Remember those early days of dating your man? Everything's so new, exciting, wonderful, ahhhh ... Before you know it, you're falling in love. OMG. Then you're in love. Pretty soon you're beating back every urge to just blurt it out ... those three little, but really heavy words. Maybe you actually did say them first. Or maybe you waited 'til he did. Either way, researchers are now declaring that men -- not stereotypically more verbal or emotional women -- are more often the first to say "I love you." Really?
According to the study, two-thirds of couples report that male partners said “I love you” first. And in commenting on the study, Dr. Laura Berman says it has to do with most men acting like horny frat boys who dangle the expression as a carrot to get what they ultimately want: sex. Maybe that's true for some men, but I wouldn't be so sure that's why most men are saying "I love you" first. The real reason: Women are too scared to be the first!
Now, I don't say that to disparage my own gender. I say it out of love and empathy, because I, too, was too scared. Who I really blame? Rom-coms and The Rules ...
You know, Rules Girls are the ones who "play hard to get." Although The Rules was published in 1995, the book's tactics have been employed by confident women to snag eligible men for eons. On the other hand, slightly insecure women who wear their heart on their sleeves (something I very much identify with doing most of my life) are doomed to be deemed "too nice" and possibly jumping the gun when it comes to things like saying "I love you." You might argue Ms. Heart on Her Sleeve is just willing to take a risk, but the only thing she's risking is appearing desperately vulnerable ... and probably "scaring off" her guy. (And oh yes, don't get me wrong, that's a part of the problem too -- that men these days are so damn skittish and easily "scared off.")
Rules Girls know that waiting to let him say it first gives her the power. Because there's always the question early in the relationship of "What if he doesn't feel the same?" What if he just says, "Thanks" or "Okay"? We've all seen enough girl-loves-boy-boy-loves-other-girl flicks to know how that plot line plays out.

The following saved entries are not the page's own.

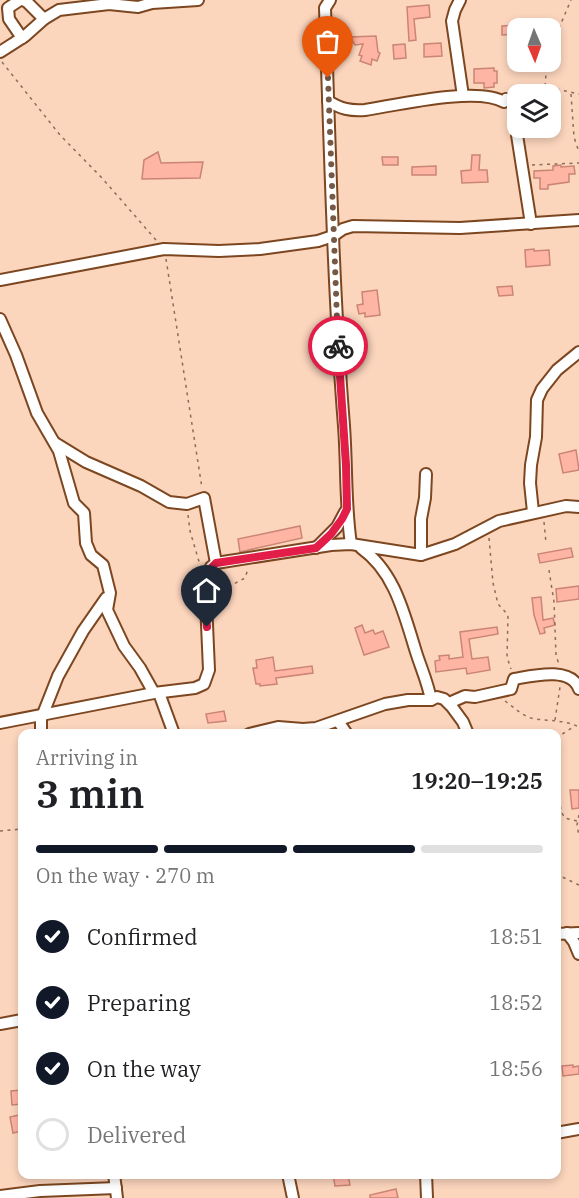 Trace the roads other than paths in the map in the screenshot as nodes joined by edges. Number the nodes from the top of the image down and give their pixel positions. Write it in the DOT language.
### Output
graph roads {
  1 [pos="21,0"];
  2 [pos="198,0"];
  3 [pos="316,0"];
  4 [pos="460,0"];
  5 [pos="138,3"];
  6 [pos="328,4"];
  7 [pos="44,19"];
  8 [pos="22,38"];
  9 [pos="0,52"];
  10 [pos="463,96"];
  11 [pos="507,100"];
  12 [pos="328,101"];
  13 [pos="345,110"];
  14 [pos="329,122"];
  15 [pos="517,138"];
  16 [pos="579,220"];
  17 [pos="531,224"];
  18 [pos="333,236"];
  19 [pos="0,280"];
  20 [pos="0,319"];
  21 [pos="579,352"];
  22 [pos="53,442"];
  23 [pos="426,474"];
  24 [pos="579,507"];
  25 [pos="347,509"];
  26 [pos="535,512"];
  27 [pos="354,545"];
  28 [pos="316,548"];
  29 [pos="421,555"];
  30 [pos="216,563"];
  31 [pos="110,592"];
  32 [pos="578,682"];
  33 [pos="157,693"];
  34 [pos="431,700"];
  35 [pos="449,703"];
  36 [pos="43,715"];
  37 [pos="338,721"];
  38 [pos="0,723"];
  39 [pos="42,729"];
  40 [pos="172,729"];
  41 [pos="267,729"];
  42 [pos="303,729"];
  43 [pos="303,729"];
  44 [pos="344,729"];
  45 [pos="466,729"];
  46 [pos="579,933"];
  47 [pos="562,934"];
  48 [pos="579,954"];
  49 [pos="18,1021"];
  50 [pos="0,1023"];
  51 [pos="579,1130"];
  52 [pos="561,1132"];
  53 [pos="289,1179"];
  54 [pos="426,1179"];
  55 [pos="116,1193"];
  56 [pos="0,1196"];
  57 [pos="293,1198"];
  58 [pos="427,1198"];
  1 -- 7 [label="street"];
  1 -- 8 [label="street"];
  2 -- 5 [label="street"];
  3 -- 6 [label="street"];
  4 -- 10 [label="street"];
  5 -- 7 [label="street"];
  6 -- 12 [label="street"];
  7 -- 8 [label="street"];
  8 -- 9 [label="street"];
  10 -- 11 [label="street"];
  10 -- 13 [label="street"];
  12 -- 13 [label="street"];
  12 -- 14 [label="street"];
  13 -- 14 [label="street"];
  14 -- 18 [label="street"];
  15 -- 17 [label="street"];
  16 -- 17 [label="street"];
  17 -- 18 [label="street"];
  18 -- 19 [label="street"];
  18 -- 25 [label="street"];
  20 -- 22 [label="street"];
  21 -- 26 [label="street"];
  22 -- 30 [label="street"];
  22 -- 31 [label="street"];
  23 -- 29 [label="street"];
  24 -- 26 [label="street"];
  25 -- 27 [label="street"];
  25 -- 28 [label="street"];
  26 -- 29 [label="street"];
  27 -- 28 [label="street"];
  27 -- 29 [label="street"];
  27 -- 34 [label="street"];
  28 -- 30 [label="street"];
  30 -- 33 [label="street"];
  31 -- 33 [label="street"];
  31 -- 36 [label="street"];
  32 -- 35 [label="street"];
  33 -- 36 [label="street"];
  33 -- 40 [label="street"];
  34 -- 35 [label="street"];
  34 -- 37 [label="street"];
  35 -- 45 [label="street"];
  36 -- 38 [label="street"];
  36 -- 39 [label="street"];
  37 -- 42 [label="street"];
  37 -- 44 [label="street"];
  41 -- 43 [label="street"];
  46 -- 47 [label="street"];
  47 -- 48 [label="street"];
  49 -- 50 [label="street"];
  51 -- 52 [label="street"];
  53 -- 57 [label="street"];
  54 -- 58 [label="street"];
  55 -- 56 [label="street"];
}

Not sayin' I agree with this. I actually feel The Rules are somewhat ridiculous, but I also believe that there's some truth to what authors Ellen Fein and Sherrie Schneider preached. Even if you don't believe that holding back on those three words will definitively help you "capture the heart of Mr. Right," so many women have been brainwashed that we'd be morons not to just let him say it first. Same goes for why most women would prefer their guy to do the asking when it comes to getting engaged.
See, men aren't somehow better at expressing what's in their hearts or saying it disingenuously to score. It's just that we women have learned time and again from Hollywood and possibly even our own experiences that the way to win the guy is to keep your lips sealed -- at least until after he's said "I love you" first.
Why do you think men are supposedly saying "I love you" first? Who said it first in your relationship?